Yeah, it looks like that, which seems absurd. My guess would be that the goal was to do what @elextr expects, that is using the inode itself as a key, which indeed would have the nice property of avoid re-computing the same file even under a different path, but as is it actually leads to *never* match any entry (as `g_direct_equal()` on a different string pointer will always deem those different). So your changes are better than the previous behavior, as at least identical paths will match.
However, this function seems a bit absurd. I don't see why it doesn't simply builds the list directly, because traversing a GHashTable is not very fast, and IIUC it wouldn't change anything. So we could probably change it to just do that, which would be simpler and fix everyone's concerns.

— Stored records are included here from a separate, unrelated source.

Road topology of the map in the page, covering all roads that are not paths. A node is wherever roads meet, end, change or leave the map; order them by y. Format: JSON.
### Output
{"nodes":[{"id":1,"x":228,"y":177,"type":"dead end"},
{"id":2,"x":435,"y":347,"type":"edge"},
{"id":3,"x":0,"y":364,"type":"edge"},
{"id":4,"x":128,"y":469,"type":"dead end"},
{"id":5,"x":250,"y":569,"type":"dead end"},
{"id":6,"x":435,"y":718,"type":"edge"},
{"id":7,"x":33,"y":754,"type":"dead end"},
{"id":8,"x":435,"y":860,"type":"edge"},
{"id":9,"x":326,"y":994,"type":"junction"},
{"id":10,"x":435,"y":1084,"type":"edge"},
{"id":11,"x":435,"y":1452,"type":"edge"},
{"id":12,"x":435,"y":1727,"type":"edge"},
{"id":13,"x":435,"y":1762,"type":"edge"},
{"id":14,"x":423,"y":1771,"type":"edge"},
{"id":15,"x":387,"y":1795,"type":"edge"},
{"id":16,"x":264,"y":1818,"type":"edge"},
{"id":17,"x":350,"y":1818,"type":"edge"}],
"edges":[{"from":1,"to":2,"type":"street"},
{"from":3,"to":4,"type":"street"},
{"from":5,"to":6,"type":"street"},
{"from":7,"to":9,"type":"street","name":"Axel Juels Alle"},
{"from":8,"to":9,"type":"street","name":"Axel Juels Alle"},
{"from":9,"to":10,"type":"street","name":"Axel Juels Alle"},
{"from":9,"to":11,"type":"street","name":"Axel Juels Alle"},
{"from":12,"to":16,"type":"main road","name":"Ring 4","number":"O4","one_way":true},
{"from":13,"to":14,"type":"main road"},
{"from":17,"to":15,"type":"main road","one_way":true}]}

Also, relying on the order of traversal of a GHashTable seems fragile, I don't think it is guaranteed to be stable across GLib versions, architectures or whatnot.
@b4n, no the current code works just fine, the hash key is the [inode](https://github.com/geany/geany/blob/97547edb52e34b8f78f44a13548a0fb55baf1a44...), which is an `int` stored in the pointer, so `g_direct_equal()` is correct for the current system. But it has to be changed to `g_str_equal()` if the key becomes the filename string.
Originally a list was [used](https://github.com/geany/geany/blob/d6c16742b769947914b63a3a24e0b1440593d43d...) but then it was [de-duped](https://github.com/geany/geany/blob/d6c16742b769947914b63a3a24e0b1440593d43d...), so likely thats why it got changed to a hash but that change is copied from [Anjuta](https://github.com/geany/geany/blob/d3dfe1dd1d7aa96be821ba175624843c65fe970b...), so who knows.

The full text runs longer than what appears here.